While writing some new tests I found a simple example that crashes under clang’s -verify. I’m a little concerned that this could hit real code (especially in things like IDE plugins, etc that may be more interesting in the spelling of tokens).

The repro is simple:

// \

this causes the verify mode to try to get the spelling of this comment token. So long as the following line is empty, this crashes due to going off-the-end inside the loop around Lexer.cpp:306-310. The getCharAndSizeNoWarn is called just at the trailing ‘’ and it cannot fulfill it’s contract as there is no valid character for it to return. Instead it returns a character off the end of the buffer & an increment count that puts Ptr one unit /beyond/ ‘End’. The loop will now never satisfy its exit criteria & walks into memory that it shouldn’t.

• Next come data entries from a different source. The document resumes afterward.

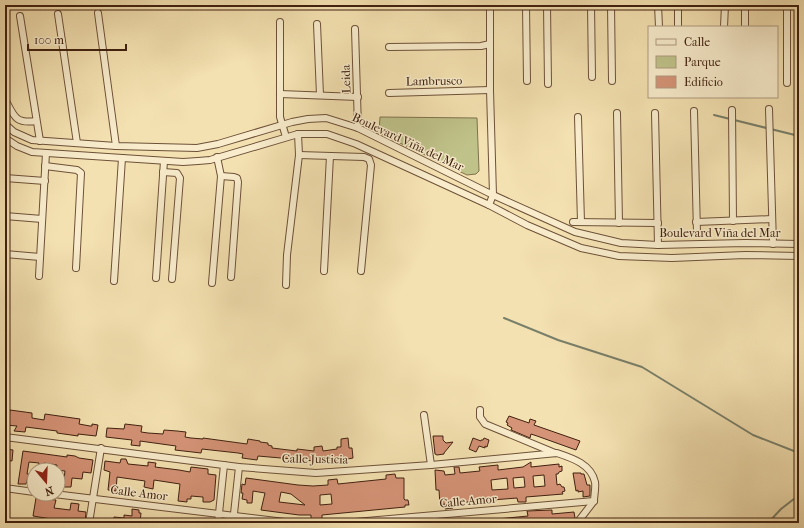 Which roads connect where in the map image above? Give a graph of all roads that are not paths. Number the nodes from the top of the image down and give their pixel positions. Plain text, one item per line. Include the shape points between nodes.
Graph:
1 (490, 5) edge
2 (526, 5) edge
3 (547, 5) edge
4 (591, 5) edge
5 (611, 5) edge
6 (658, 5) edge
7 (678, 5) edge
8 (725, 5) edge
9 (745, 5) edge
10 (787, 5) edge
11 (98, 13) dead end
12 (58, 14) dead end
13 (20, 16) dead end
14 (280, 22) dead end
15 (317, 24) dead end
16 (658, 26) edge
17 (678, 26) edge
18 (724, 26) edge
19 (745, 26) edge
20 (355, 29) dead end
21 (490, 44) junction
22 (389, 47) dead end
23 (592, 77) dead end
24 (527, 81) dead end
25 (612, 81) dead end
26 (787, 83) dead end
27 (548, 84) dead end
28 (490, 90) junction
29 (389, 93) dead end
30 (280, 94) junction
31 (320, 95) junction
32 (358, 97) junction
33 (5, 99) edge
34 (769, 109) dead end
35 (732, 110) dead end
36 (694, 111) dead end
37 (617, 113) dead end
38 (655, 113) dead end
39 (578, 117) dead end
40 (36, 121) junction
41 (5, 124) edge
42 (282, 125) junction
43 (358, 128) junction
44 (298, 134) junction
45 (286, 137) junction
46 (5, 138) edge
47 (39, 138) junction
48 (77, 144) junction
49 (116, 146) junction
50 (46, 152) junction
51 (299, 156) junction
52 (330, 156) junction
53 (217, 157) junction
54 (122, 158) junction
55 (164, 161) junction
56 (45, 166) junction
57 (163, 172) junction
58 (221, 176) junction
59 (5, 178) edge
60 (44, 181) junction
61 (493, 195) junction
62 (489, 205) junction
63 (5, 216) edge
64 (42, 219) junction
65 (772, 219) junction
66 (733, 221) junction
67 (573, 222) dead end
68 (581, 222) junction
69 (696, 222) junction
70 (619, 223) junction
71 (658, 223) junction
72 (696, 232) dead end
73 (745, 243) junction
74 (772, 244) junction
75 (799, 244) edge
76 (658, 245) junction
77 (5, 254) edge
78 (745, 255) junction
79 (799, 256) edge
80 (40, 257) junction
81 (76, 268) dead end
82 (324, 271) dead end
83 (361, 271) dead end
84 (39, 276) dead end
85 (156, 278) dead end
86 (231, 278) dead end
87 (172, 279) dead end
88 (114, 281) dead end
89 (212, 282) dead end
90 (286, 285) dead end
91 (480, 410) dead end
92 (424, 415) dead end
93 (5, 437) edge
94 (100, 448) junction
95 (557, 453) junction
96 (224, 465) junction
97 (431, 465) junction
98 (239, 466) junction
99 (5, 488) edge
100 (26, 491) edge
101 (66, 495) edge
102 (92, 498) junction
103 (594, 501) junction
104 (219, 514) junction
105 (233, 520) edge
106 (89, 523) edge
107 (218, 523) edge
108 (293, 523) edge
109 (344, 523) edge
110 (577, 523) edge

1 - 21 street
2 - 24 street
3 - 27 street
4 - 23 street
5 - 25 street
6 - 16 street
7 - 17 street
8 - 18 street
9 - 19 street
10 - 26 street
11 - 49 street
12 - 48 street
13 - 40 street
14 - 30 street
15 - 31 street
20 - 32 street, Leida
21 - 22 street
21 - 28 street
28 - 29 street, Lambrusco
28 - 61 street
30 - 31 street
30 - 42 street
31 - 32 street
32 - 43 street, Leida
33 - 40 street via 16,119 21,122
34 - 65 street
35 - 66 street
36 - 69 street
37 - 70 street
38 - 71 street
39 - 68 street
40 - 47 street
41 - 47 street, Boulevard Viña del Mar via 22,137 32,140
42 - 43 street, Boulevard Viña del Mar via 326,118
42 - 45 street
42 - 49 street, Boulevard Viña del Mar via 197,148
43 - 61 street, Boulevard Viña del Mar
44 - 45 street, Boulevard Viña del Mar
44 - 51 street
44 - 62 street, Boulevard Viña del Mar via 327,134 356,144
45 - 53 street, Boulevard Viña del Mar
46 - 50 street, Boulevard Viña del Mar via 32,152
47 - 48 street, Boulevard Viña del Mar
48 - 49 street, Boulevard Viña del Mar
50 - 54 street, Boulevard Viña del Mar
50 - 56 street
51 - 52 street
51 - 90 street
52 - 82 street
52 - 83 street via 364,157 369,159 371,164
53 - 55 street, Boulevard Viña del Mar via 198,161
53 - 58 street
54 - 55 street, Boulevard Viña del Mar
54 - 88 street
55 - 57 street
56 - 60 street
56 - 81 street via 77,170 81,173
57 - 85 street
57 - 87 street via 177,173 180,178
58 - 86 street via 237,178 238,182
58 - 89 street
59 - 60 street
60 - 64 street
61 - 62 street
61 - 76 street, Boulevard Viña del Mar via 575,232 621,243
62 - 78 street, Boulevard Viña del Mar via 527,225 581,248 619,256 672,258
63 - 64 street
64 - 80 street
65 - 66 street
65 - 74 street
66 - 69 street
67 - 68 street
68 - 70 street
69 - 72 street
70 - 71 street
71 - 76 street
73 - 74 street, Boulevard Viña del Mar
73 - 76 street, Boulevard Viña del Mar
73 - 78 street
74 - 75 street, Boulevard Viña del Mar
77 - 80 street
78 - 79 street, Boulevard Viña del Mar
80 - 84 street
91 - 95 street via 480,417 485,424
92 - 97 street
93 - 94 street, Calle Justicia
94 - 96 street, Calle Justicia
94 - 102 street
95 - 97 street, Calle Justicia
95 - 103 street, Calle Justicia via 575,459 589,469 595,483
96 - 98 street, Calle Justicia
96 - 104 street
97 - 98 street, Calle Justicia via 328,473
98 - 105 street
99 - 100 street
101 - 102 street, Calle Amor
102 - 104 street, Calle Amor
102 - 106 street
103 - 109 street, Calle Amor
103 - 110 street
104 - 105 street, Calle Amor
104 - 107 street
105 - 108 street, Calle Amor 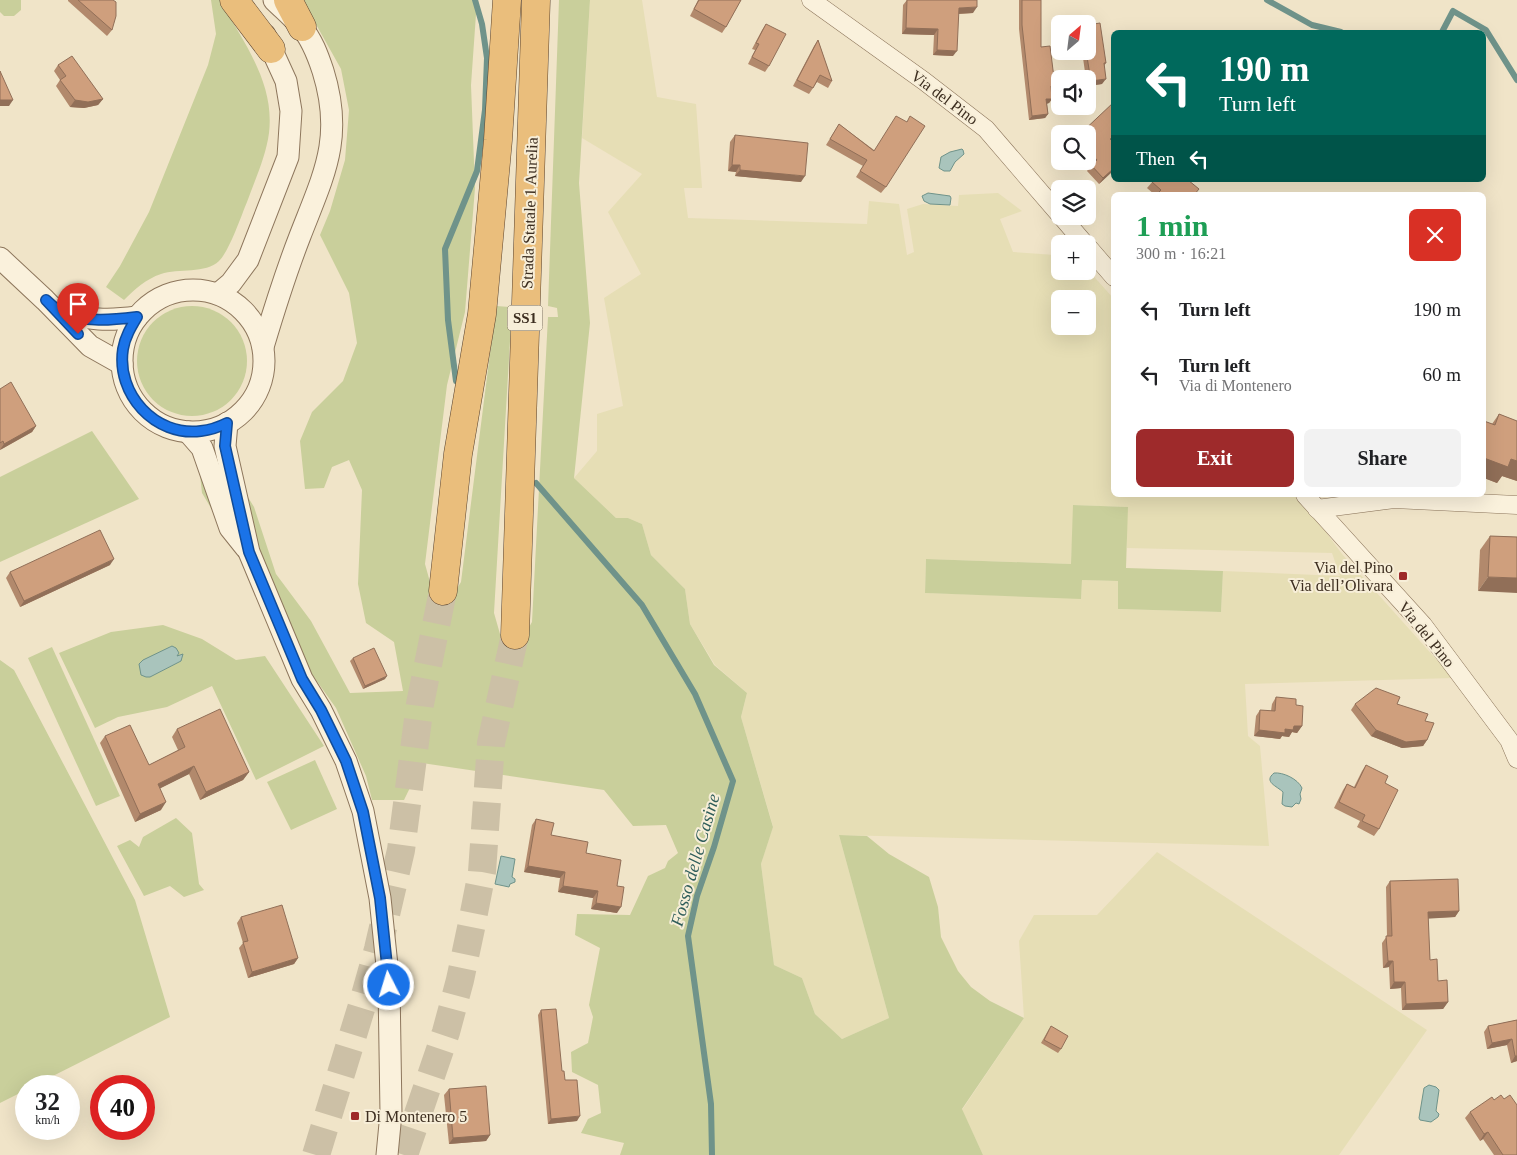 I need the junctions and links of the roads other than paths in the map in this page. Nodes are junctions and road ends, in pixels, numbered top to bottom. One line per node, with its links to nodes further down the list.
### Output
1 (234, 0): 11 (highway)
2 (250, 0): 11 (street)
3 (274, 0): 9 (street)
4 (288, 0): 9 (highway)
5 (498, 0): 10 (highway)
6 (507, 0): 10 (highway, Strada Statale 1 Aurelia / SS1)
7 (536, 0): 30 (highway, Strada Statale 1 Aurelia / SS1)
8 (811, 0): 12 (street, Via del Pino)
9 (302, 27): 21 (street)
10 (504, 43): 29 (highway, Strada Statale 1 Aurelia / SS1)
11 (271, 50): 18 (street)
12 (1051, 205)
13 (1068, 225): 14 (street, Via del Pino)
14 (1077, 235)
15 (1096, 256): 17 (street, Via del Pino)
16 (0, 258): 19 (street)
17 (1111, 274)
18 (218, 294): 20 (street); 21 (street)
19 (46, 300): 20 (street); 22 (street)
20 (137, 317): 22 (street)
21 (263, 347): 23 (street)
22 (122, 364): 24 (street)
23 (227, 423): 24 (street); 28 (street)
24 (188, 432): 28 (street)
25 (1307, 497): 27 (street, Via del Pino)
26 (1517, 505): 27 (street)
27 (1317, 509): 31 (street, Via del Pino)
28 (249, 552): 32 (street)
29 (443, 590)
30 (515, 635)
31 (1517, 759)
32 (387, 1155)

Just wondering if anyone has some nice ideas about how to fix this - I assume it’s rather perf critical so I don’t want to go mucking with it too ham-fistedly. The ‘obvious’ thing from my perspective would be to do the walk forward at the previous character rather than when we’re actually at the ‘’, but this interferes with the fast path. The alternative seems to be to have getCharAndSize[NoWarn] return a boolean about whether or not it was able to read a char - but that might have similar problems.

Ideas welcome, otherwise I’ll just have a tinker & see what sort of perf results (any standard clang perf benchmarks would be nice)

  • David

I saw this issue when calling clang -E on MFC code:

Oh, thanks! - so it is a real(er) bug. Still interested in any opinions on a good fix.

  • David